Getting a step ahead of pathogens
A recent article in the journal Chaos examines the possibility of using epistasis to predict the outcome of the evolutionary processes, especially when the evolving units are pathogens such as viruses.
In biology and genetics, the concept of epistasis is what gives rise to the whole being more (or less) than the sum of its parts. The quantitative effect of a given mutation upon the traits of an organism has the potential to depend strongly upon the gene versions present in other parts of the genome, or even other mutations co-occurring in that gene.
These genetic interactions, termed epistasis, can impact all aspects of organisms and play a pivotal role in the manifestation of sex, ploidy, modularity, robustness, reproductive isolation and the origin of species, the rate of adaptation, and the emergence of genetic mutations within individuals and populations.
A recent article in the journal Chaos, published by the American Institute of Physics, examines the possibility of using epistasis to predict the outcome of the evolutionary processes, especially when the evolving units are pathogens such as viruses.
The article looks at three topics: empirical evidence from the RNA virus world, mathematical tools, and the application of these tools to particular problems. Santiago Elena and colleagues at Instituto de Biologia Molecular y Celular de Plantas have surveyed past work in this field and concluded that even though RNA viruses have small genomes composed of few genes that encode a limited number of proteins, epistasis is abundant and conditions their evolution.
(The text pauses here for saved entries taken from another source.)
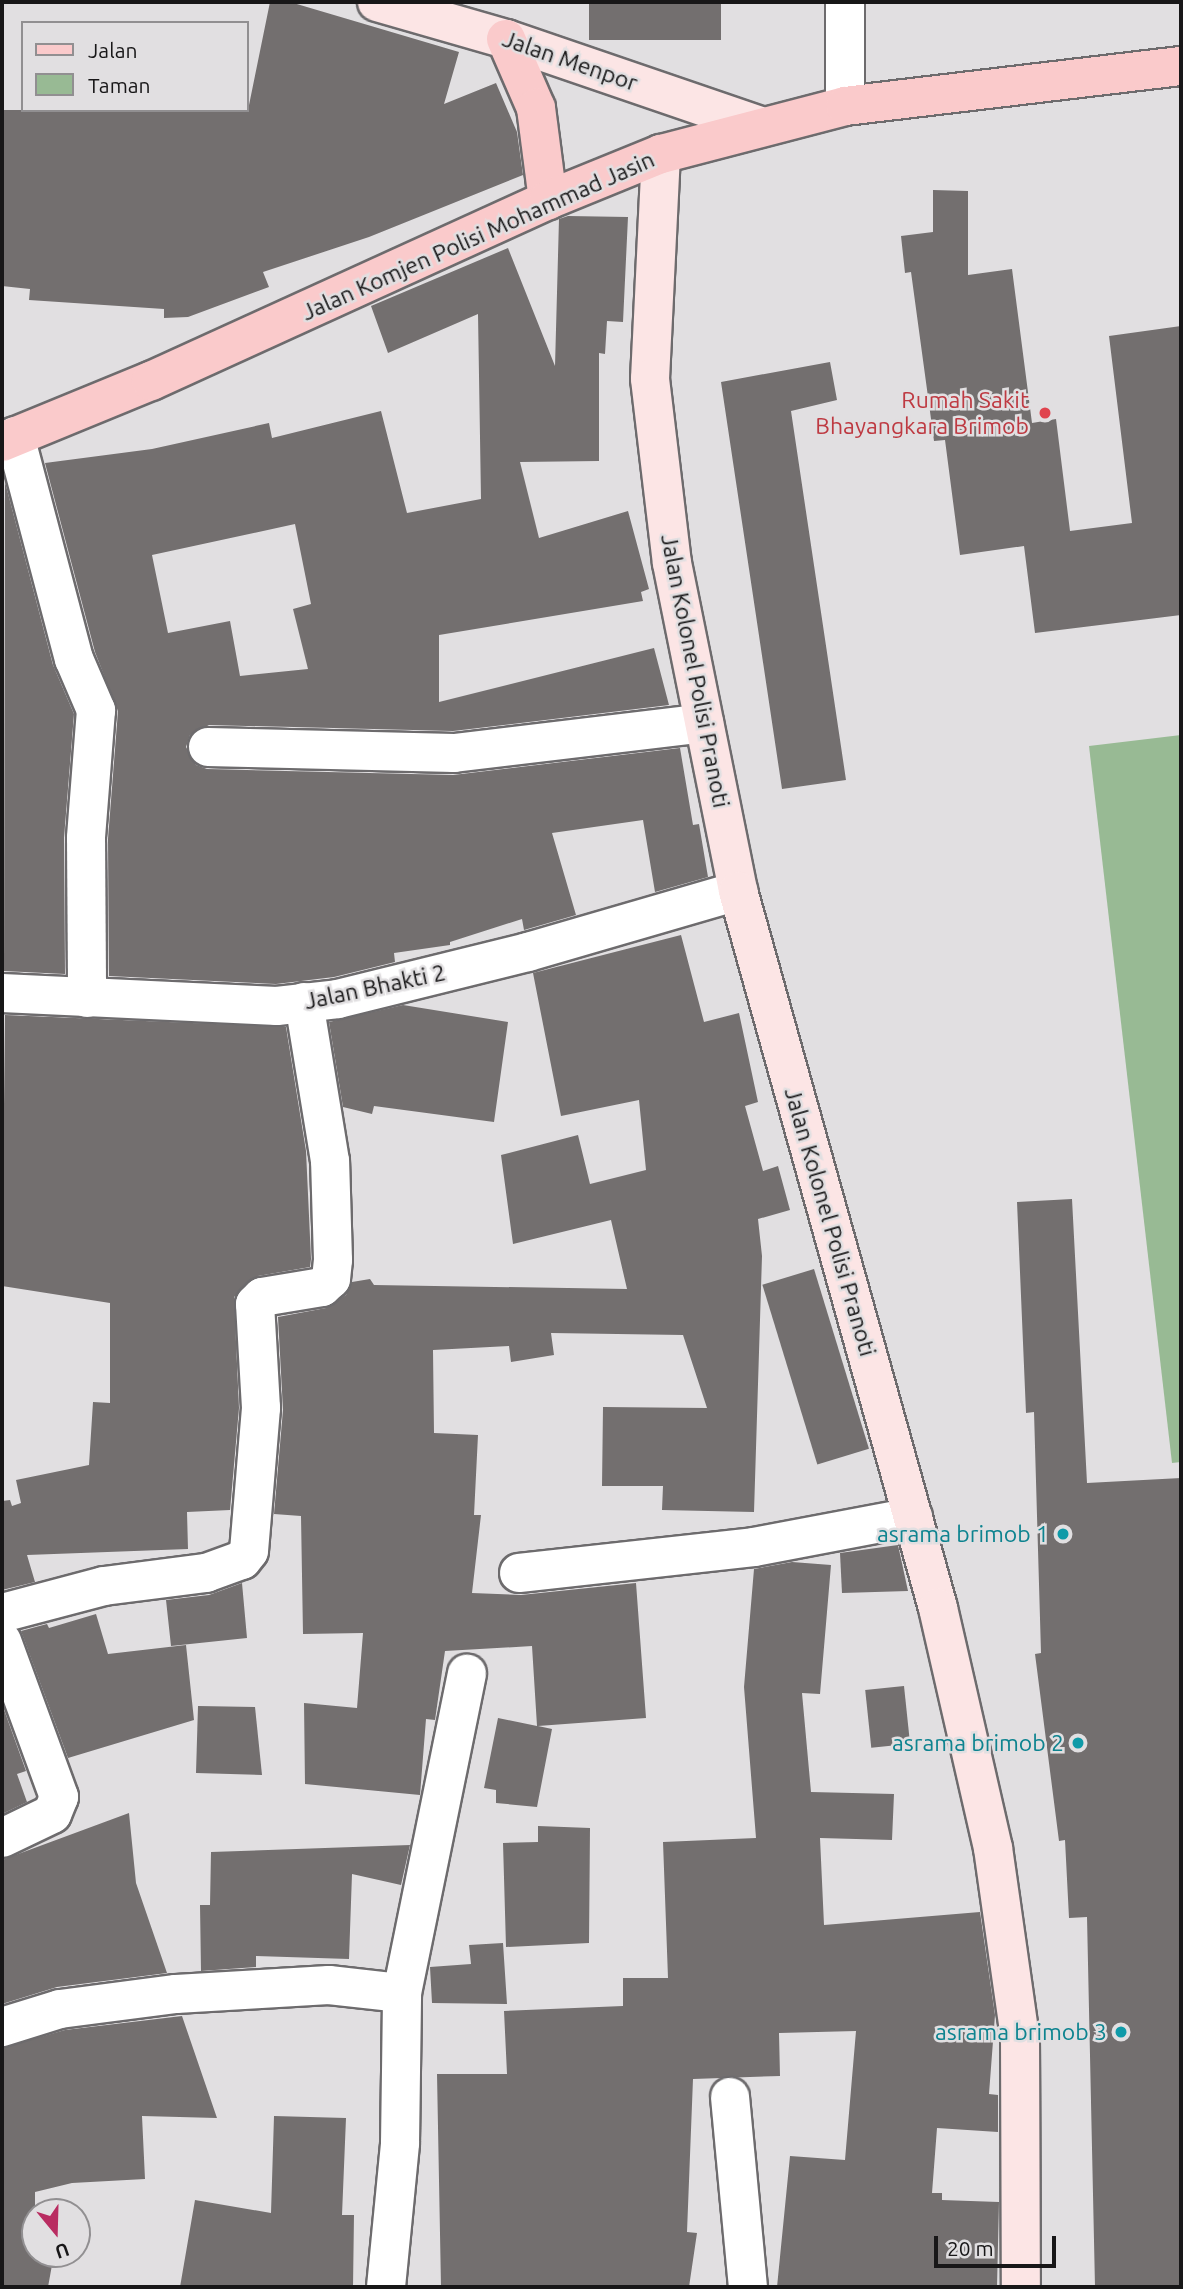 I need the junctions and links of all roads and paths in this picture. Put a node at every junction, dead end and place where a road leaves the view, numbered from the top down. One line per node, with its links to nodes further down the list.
1 (377, 2): 3 (street, Jalan Menpor)
2 (845, 2): 5 (street)
3 (506, 39): 6 (street, Jalan Menpor); 8 (main road)
4 (1181, 66): 5 (main road, Jalan Komjen Polisi Mohammad Jasin)
5 (845, 106): 6 (main road, Jalan Komjen Polisi Mohammad Jasin)
6 (760, 125): 7 (main road, Jalan Komjen Polisi Mohammad Jasin)
7 (661, 154): 8 (main road, Jalan Komjen Polisi Mohammad Jasin); 10 (street, Jalan Kolonel Polisi Pranoti)
8 (548, 200): 9 (main road, Jalan Komjen Polisi Mohammad Jasin)
9 (8, 439): 14 (street)
10 (704, 723): 11 (street); 12 (street, Jalan Kolonel Polisi Pranoti)
11 (208, 747)
12 (738, 891): 15 (street, Jalan Bhakti 2); 16 (street, Jalan Kolonel Polisi Pranoti)
13 (2, 993): 14 (street, Jalan Bhakti 2)
14 (87, 999): 15 (street, Jalan Bhakti 2)
15 (304, 1002): 18 (street)
16 (913, 1517): 17 (street); 27 (street, Jalan Kolonel Polisi Pranoti)
17 (519, 1573)
18 (2, 1613)
19 (2, 1641): 21 (street)
20 (467, 1674): 22 (street)
21 (2, 1838)
22 (402, 1993): 23 (street); 25 (street)
23 (2, 2027)
24 (730, 2097): 26 (street)
25 (386, 2287)
26 (748, 2287)
27 (1021, 2287) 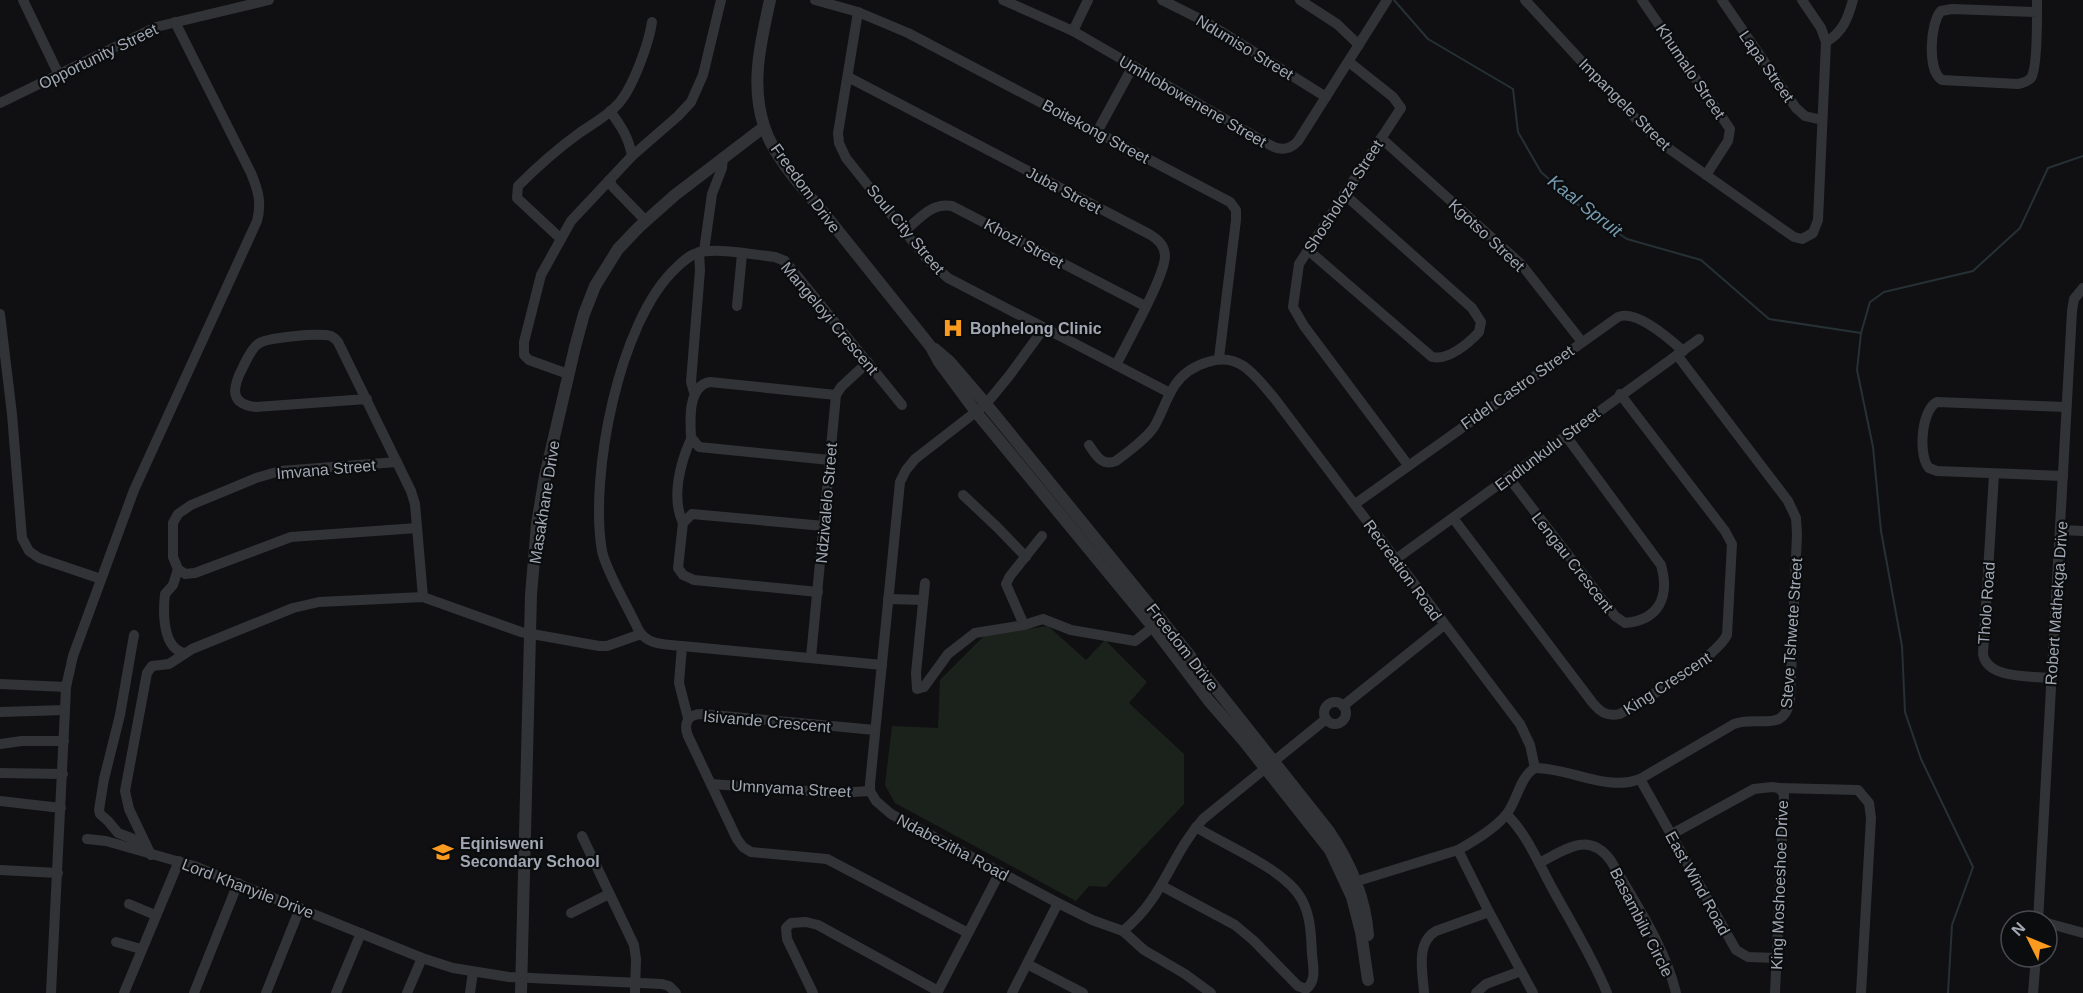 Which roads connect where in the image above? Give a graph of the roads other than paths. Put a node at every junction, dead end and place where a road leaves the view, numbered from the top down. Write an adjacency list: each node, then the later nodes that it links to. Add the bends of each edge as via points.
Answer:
1 (23, 0): 26 (street)
2 (269, 0): 19 (street, Opportunity Street)
3 (721, 0): 35 (street, via 703,75 691,102)
4 (770, 0): 32 (street, Freedom Drive, via 757,74)
5 (815, 0): 17 (street, Boitekong Street)
6 (1088, 0): 21 (street)
7 (1162, 0): 28 (street, Ndumiso Street, via 1206,22)
8 (1300, 0): 23 (street, via 1337,24)
9 (1525, 0): 37 (street, Impangele Street, via 1641,124)
10 (1642, 0): 37 (street, Khumalo Street, via 1730,129 1728,141)
11 (1722, 0): 31 (street, Lapa Street, via 1796,108 1805,116)
12 (1802, 0): 22 (street)
13 (1853, 0): 22 (street, via 1844,26)
14 (2037, 0): 18 (street)
15 (1011, 2): 21 (street, Umhlobowenene Street)
16 (1384, 4): 23 (street, Umhlobowenene Street)
17 (858, 12): 27 (street, Soul City Street); 33 (street, Boitekong Street, via 908,33)
18 (2037, 12): 18 (street, via 1941,11 1935,22 1934,73 1942,80 2025,83 2034,70)
19 (175, 22): 26 (street, Opportunity Street, via 156,27); 87 (street, via 251,173 260,207 134,489)
20 (652, 22): 30 (street, via 626,94)
21 (1073, 32): 25 (street, Umhlobowenene Street)
22 (1826, 42): 31 (street)
23 (1359, 45): 24 (street, Umhlobowenene Street)
24 (1349, 62): 28 (street, Umhlobowenene Street); 34 (street, Shosholoza Street, via 1400,104 1399,112)
25 (1133, 66): 28 (street, Umhlobowenene Street, via 1281,149 1298,141); 33 (street)
26 (59, 75): 29 (street, Opportunity Street)
27 (848, 77): 41 (street, Soul City Street, via 839,143 846,158); 48 (street, Juba Street, via 1154,236 1165,256)
28 (1326, 97)
29 (0, 104)
30 (610, 111): 35 (street, via 623,128); 42 (street, via 550,156 518,186 517,198)
31 (1822, 120): 37 (street, Impangele Street, via 1817,227 1808,237 1794,237)
32 (764, 127): 36 (street, Masakhane Drive); 65 (street, Freedom Drive, via 802,185 932,347 938,361)
33 (1097, 132): 54 (street, Boitekong Street, via 1233,206 1236,220)
34 (1381, 138): 39 (street, Shosholoza Street); 52 (street, Kgotso Street, via 1521,264)
35 (632, 156): 38 (street)
36 (723, 157): 40 (street, Masakhane Drive); 44 (street)
37 (1706, 175)
38 (609, 180): 40 (street); 42 (street, via 571,221)
39 (1344, 194): 43 (street, Shosholoza Street); 43 (street, via 1472,308 1481,322 1479,332 1448,356 1432,357)
40 (645, 220): 57 (street, Masakhane Drive, via 618,249 595,286)
41 (906, 231): 48 (street, Khozi Street, via 934,208 946,204); 50 (street, Soul City Street, via 943,274)
42 (561, 239): 57 (street, via 541,275 523,351 529,360)
43 (1308, 250): 71 (street, Shosholoza Street, via 1297,270 1294,311)
44 (701, 252): 45 (street, Mangeloyi Crescent); 58 (street, via 691,382); 97 (street, via 690,256 669,276 639,321 623,366 602,458 603,553)
45 (742, 254): 47 (street); 55 (street, Mangeloyi Crescent, via 775,257 788,263)
46 (2083, 288): 64 (street, Robert Mathekga Drive, via 2074,299 2072,310)
47 (737, 306)
48 (1145, 306): 56 (street, Juba Street)
49 (0, 314): 87 (street, via 22,538 29,551 39,558)
50 (1044, 328): 56 (street, Soul City Street); 65 (street)
51 (1699, 339): 53 (street, Endlunkulu Street)
52 (1582, 342): 53 (street, Fidel Castro Street, via 1618,317 1629,314 1665,335); 71 (street, Fidel Castro Street)
53 (1680, 353): 60 (street, Endlunkulu Street); 118 (street, Steve Tshwete Street, via 1788,501 1796,518 1790,699 1781,719 1734,724)
54 (1219, 358): 59 (street, via 1187,372); 76 (street, Recreation Road, via 1238,363 1257,378)
55 (868, 362): 61 (street); 63 (street, Mangeloyi Crescent)
56 (1116, 365): 59 (street, Soul City Street)
57 (568, 374): 96 (street, Masakhane Drive, via 537,524)
58 (694, 392): 61 (street, via 710,382); 67 (street)
59 (1170, 393): 68 (street, via 1153,428 1116,461 1101,460)
60 (1620, 394): 66 (street, Endlunkulu Street); 77 (street, King Crescent, via 1732,544 1727,635 1722,645 1706,658 1620,714 1602,713)
61 (836, 395): 69 (street, Ndzivalelo Street)
62 (367, 399): 62 (street, via 338,342 327,336 270,339 258,344 238,376 235,392 242,404 256,406); 70 (street)
63 (902, 405)
64 (2066, 407): 72 (street, via 1947,401 1933,404 1925,417 1926,465 1937,471); 73 (street, Robert Mathekga Drive)
65 (981, 408): 91 (street, via 915,459 902,476); 95 (street, Freedom Drive); 114 (street, Freedom Drive, via 1160,618)
66 (1566, 436): 74 (street, Endlunkulu Street); 74 (street, Lengau Crescent, via 1661,565 1664,593 1653,613 1630,623 1615,616)
67 (691, 439): 69 (street, via 705,449); 78 (street, via 682,459 677,506)
68 (1089, 445)
69 (830, 460): 79 (street, Ndzivalelo Street)
70 (397, 462): 80 (street, via 414,499); 86 (street, Imvana Street, via 280,471 191,505 173,523 172,557)
71 (1408, 465): 76 (street, Fidel Castro Street)
72 (1994, 474): 73 (street); 103 (street, Tholo Road, via 1984,658 1997,672)
73 (2063, 476): 81 (street, Robert Mathekga Drive)
74 (1509, 478): 77 (street, Endlunkulu Street)
75 (963, 495): 84 (street)
76 (1355, 504): 85 (street, Recreation Road)
77 (1453, 518): 85 (street, Endlunkulu Street)
78 (683, 523): 79 (street, via 695,513); 89 (street, via 678,568 685,577)
79 (824, 526): 89 (street, Ndzivalelo Street)
80 (417, 528): 86 (street, via 291,537 195,573 185,574); 90 (street)
81 (2061, 530): 82 (street); 103 (street, Robert Mathekga Drive)
82 (2083, 531)
83 (1042, 536): 84 (street)
84 (1026, 557): 93 (street, via 1006,584)
85 (1396, 559): 94 (street, Recreation Road)
86 (178, 569): 100 (street, via 165,594 164,622 173,645)
87 (101, 579): 105 (street)
88 (925, 583): 92 (street)
89 (818, 592): 101 (street, Ndzivalelo Street)
90 (423, 597): 96 (street); 100 (street, via 308,604)
91 (888, 599): 92 (street); 102 (street)
92 (923, 600): 93 (street, via 918,689 927,684 948,654 971,634)
93 (1024, 625): 95 (street, via 1046,620 1068,629 1135,641)
94 (1444, 625): 106 (street); 115 (street, Recreation Road, via 1520,724)
95 (1153, 627): 114 (street, Freedom Drive, via 1209,701)
96 (530, 634): 97 (street, via 598,646); 161 (street, Masakhane Drive)
97 (641, 634): 99 (street, via 650,641)
98 (134, 635): 129 (street, via 99,810 118,833)
99 (682, 646): 101 (street); 109 (street, via 679,683)
100 (185, 652): 129 (street, via 169,664 150,667 147,673 125,791)
101 (811, 657): 102 (street)
102 (882, 664): 111 (street)
103 (2050, 678): 144 (street, Robert Mathekga Drive)
104 (0, 684): 105 (street)
105 (66, 687): 107 (street)
106 (1344, 706): 110 (street, via 1329,704); 110 (street, via 1346,714 1342,721)
107 (65, 710): 108 (street); 112 (street)
108 (0, 712)
109 (688, 718): 111 (street, Isivande Crescent, via 702,714); 119 (street, Isivande Crescent, via 686,730)
110 (1326, 719): 114 (street)
111 (875, 730): 121 (street)
112 (64, 741): 113 (street); 117 (street)
113 (0, 744)
114 (1269, 765): 125 (street); 138 (street, Freedom Drive)
115 (1535, 768): 118 (street, Steve Tshwete Street, via 1611,783); 124 (street)
116 (0, 773): 117 (street)
117 (63, 774): 123 (street)
118 (1640, 779): 126 (street, East Wind Road)
119 (711, 784): 121 (street, Umnyama Street, via 837,793); 151 (street, Isivande Crescent, via 737,839 751,852 827,859)
120 (1779, 789): 126 (street, King Moshoeshoe Drive, via 1754,789); 156 (street, King Moshoeshoe Drive, via 1784,794); 184 (street, via 1858,790 1869,803)
121 (870, 791): 135 (street, Ndabezitha Road, via 888,812)
122 (0, 801): 123 (street)
123 (61, 808): 136 (street)
124 (1507, 815): 130 (street); 133 (street)
125 (1196, 827): 139 (street); 139 (street, via 1282,876 1296,890 1309,920 1313,975 1310,986 1298,986 1235,925)
126 (1672, 834): 156 (street, East Wind Road, via 1736,950 1748,957)
127 (582, 836): 140 (street)
128 (87, 839): 131 (street, Lord Khanyile Drive)
129 (144, 843): 131 (street)
130 (1458, 850): 138 (street); 145 (street)
131 (151, 855): 132 (street, Lord Khanyile Drive)
132 (179, 861): 137 (street, Lord Khanyile Drive); 147 (street)
133 (1539, 863): 181 (street); 182 (street, Basambilu Circle, via 1578,844 1597,847 1607,855 1666,960)
134 (0, 870): 136 (street)
135 (1000, 872): 141 (street, Ndabezitha Road); 151 (street)
136 (58, 873): 164 (street)
137 (238, 883): 143 (street, Lord Khanyile Drive); 166 (street)
138 (1352, 883): 177 (street, Freedom Drive, via 1362,899 1367,925)
139 (1162, 886): 149 (street, via 1143,914)
140 (609, 894): 146 (street); 162 (street, via 634,945)
141 (1058, 903): 149 (street, Ndabezitha Road); 157 (street)
142 (129, 904): 147 (street)
143 (300, 908): 150 (street, Lord Khanyile Drive); 167 (street)
144 (2039, 909)
145 (1489, 912): 159 (street); 178 (street, via 1428,936 1422,950)
146 (571, 913)
147 (155, 915): 154 (street)
148 (2059, 926): 152 (street)
149 (1123, 931): 176 (street, via 1144,950)
150 (361, 933): 155 (street, Lord Khanyile Drive); 168 (street)
151 (968, 933): 163 (street)
152 (2083, 933)
153 (117, 942): 154 (street)
154 (141, 949): 165 (street)
155 (422, 958): 160 (street, Lord Khanyile Drive); 169 (street)
156 (1776, 958): 183 (street, King Moshoeshoe Drive)
157 (1027, 964): 174 (street); 175 (street)
158 (2035, 969): 185 (street)
159 (1521, 971): 179 (street, via 1486,984); 180 (street)
160 (473, 972): 161 (street, Lord Khanyile Drive); 170 (street)
161 (521, 978): 162 (street, Lord Khanyile Drive); 171 (street, Masakhane Drive)
162 (635, 988): 172 (street, Lord Khanyile Drive, via 662,984)
163 (937, 992): 173 (street, via 818,925 791,923 786,928 787,939)
164 (51, 993)
165 (124, 993)
166 (194, 993)
167 (266, 993)
168 (336, 993)
169 (407, 993)
170 (470, 993)
171 (521, 993)
172 (676, 993)
173 (813, 993)
174 (1012, 993)
175 (1083, 993)
176 (1211, 993)
177 (1369, 993)
178 (1424, 993)
179 (1476, 993)
180 (1533, 993)
181 (1607, 993)
182 (1676, 993)
183 (1774, 993)
184 (1861, 993)
185 (2033, 993)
The next steps may range from characterizing the statistical distributions of epistasis across hosts, which has tremendous relevance for the emergence of new viruses, to drawing the most likely evolutionary paths a virus may follow in response to treatments with antiviral drugs.
While this research is still in the early stages, Elena sees great potential.
"By increasing our ability to predict the most likely evolutionary paths a virus may follow in response to clinical treatments, we could get a step ahead of them and, perhaps, create new and more durable antiviral therapies," he says.